The clinically excellent clinician prioritizes training for themselves and their staff on the proper role of an interpreter. They work to empower interpreters to translate not only the patient's words, but also the patient's tone, cadence, and meaning.
For years, healthcare institutions have struggled with how to serve their limited English proficient (LEP) patients. We know that LEP patients have (1) greater risks for line infections, surgical infections, falls, surgical delays/complications, and other adverse events; (2) increased hospital lengths of stay; (3) poor patient experiences; and (4) higher rates of readmission.
Of all the barriers preventing LEP patients from receiving better healthcare, one of the most important is an absence of language concordant care (receiving care in one’s own first language.) Even when there are ample Culturally and Linguistically Appropriate Services (CLAS) available, clinical staff often decide to conduct patient visits without appropriate language and interpretive services. This frequent practice is not supported by current regulations, which require medical institutions to provide interpretive services to all LEP patients free of charge.
As institutions scramble to ensure language concordance for all LEP patients, we have neglected an important aspect of the patient-provider conversation. Language concordant care is more than simply reiterating words in one language to another; it is being able to converse with a non-English speaking patient just as you would with an English-speaking one. For this to happen successfully, two things must occur:
1. The English speaker must understand how to best use the interpreter.

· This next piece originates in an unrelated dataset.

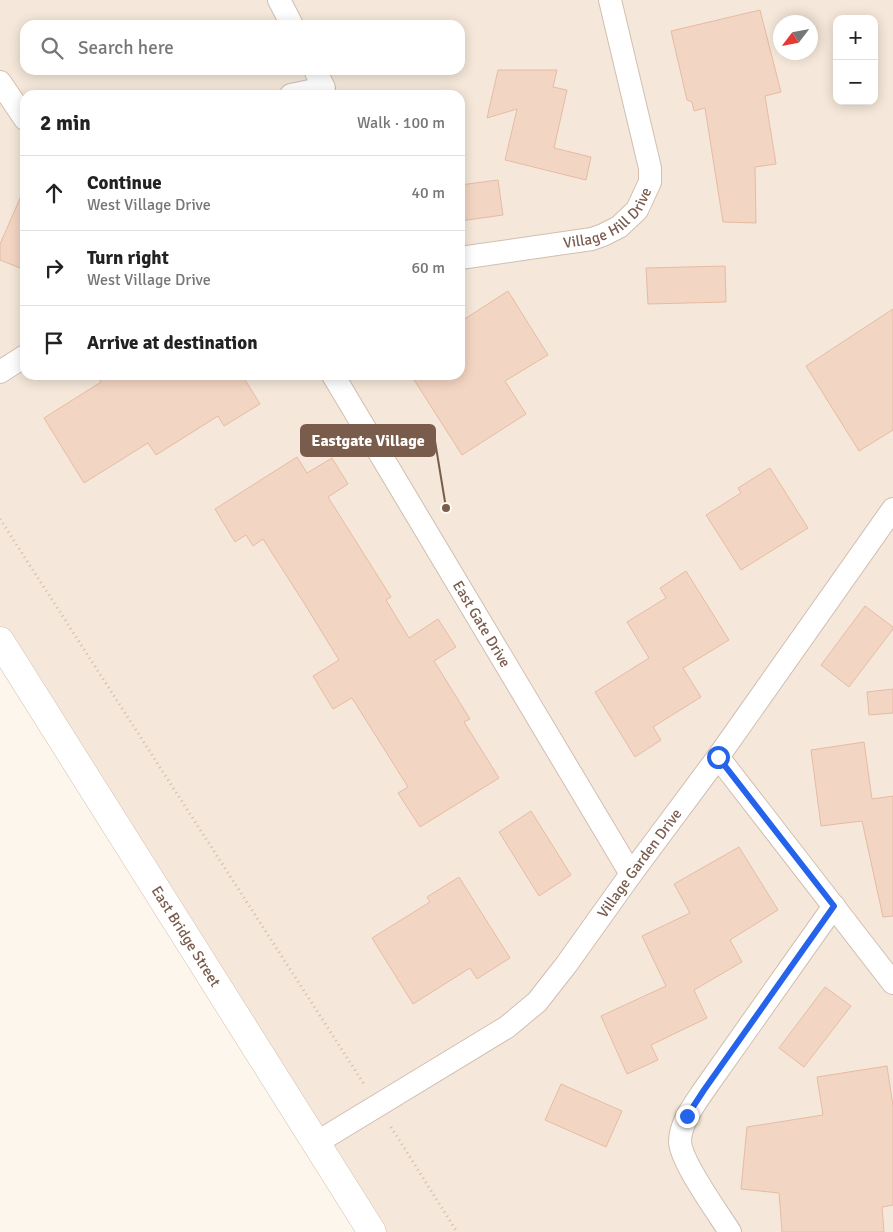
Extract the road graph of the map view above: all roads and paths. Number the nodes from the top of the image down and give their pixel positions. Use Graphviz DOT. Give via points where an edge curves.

2. The interpreter must be trained to capture not just the words, but also the tone, cadence, and meaning of those for whom they are interpreting.
Interpreters are key tools for improving the care of LEP patients, but tools are only as useful as those who wield them. Physicians who are known for their bedside manner and bubbly personality turn into robots in the face of an LEP patient and interpreter, suddenly unsure of themselves. Their conversation becomes limited and technical, often devoid of emotion. They can no longer rely on small talk to keep a patient engaged as they push a needle through a wound in need of stitches. They can no longer tell their favorite joke or ask friendly questions about spouses, children, and birthday parties, which can help build trust between themselves and their patient. The patient-provider encounter is instead turned into a tentative exchange rather than a relationship built on trust.
It is no secret that bedside manner can be as important as the clinical team’s competence in obtaining a patient’s confidence, adherence, and partnership. Patients are more likely to adhere to treatment plans when they trust in their physicians. This is not to devalue the importance of having an interpreter in the room, but to say that having an interpreter alone is still not enough. Medical personnel must learn how to better work with and utilize an interpreter to be able to understand a patient’s responses, language, and emotions.
JHM Office of Diversity and Inclusion has conducted an unconscious bias exercise, where a largely English-speaking audience listens to an audio clip of a woman in her early twenties speaking Spanish. In this clip, she describes how much she loves food and enthusiastically lists the different types of food she likes. The audience is unable to see the woman, but is asked to describe her. The usual response will be that the woman sounds angry, stressed, and frustrated. Some will even go as far as to describe her as old or middle-aged, or a mother type. When this exercise is conducted repeatedly, results are consistently similar.
The English-speaking audience analyze other languages using the parameters and norms of the English language. If an individual is speaking loudly in a non-English language, the tone can be mistaken for anger instead of enthusiasm. If an individual speaks quickly, it can be mistaken for stress instead of a norm of the Spanish language.
This unconscious bias prevents us from truly understanding the needs of our LEP patients. For this reason, interpreters need to act as “culture brokers.” Their role should be to repeat not just words, but also the feelings around words. Interpreters should capture the fear in a mother’s voice, whose child has a fever that will not break. They must be alert to the hesitation in each syllable, as the physician asks if the patient has ever experienced abuse. Without these things, our providers will never treat the entire patient, just their symptoms.
There is no question that having an interpreter in the room is critical to reducing health disparities among our LEP patient population. We should do everything we can to ensure language concordance inside and outside of the clinic. Language concordance should occur at every step of the healthcare process, from scheduling appointments to reviewing medication information with pharmacists, to discussing payment plans with billing, as well as filing complaints with patient relations if necessary.
We must create a true “culture of interpretation,” one in which using an interpreter becomes so common and intrinsic to the nature of our clinics that there are no longer differences in patient experience due to language. We can do this by training our staff on the proper role of an interpreter and empowering interpreters to act as cultural brokers, training them not only in the interpretation of words, but also of emotion, tone, and culture.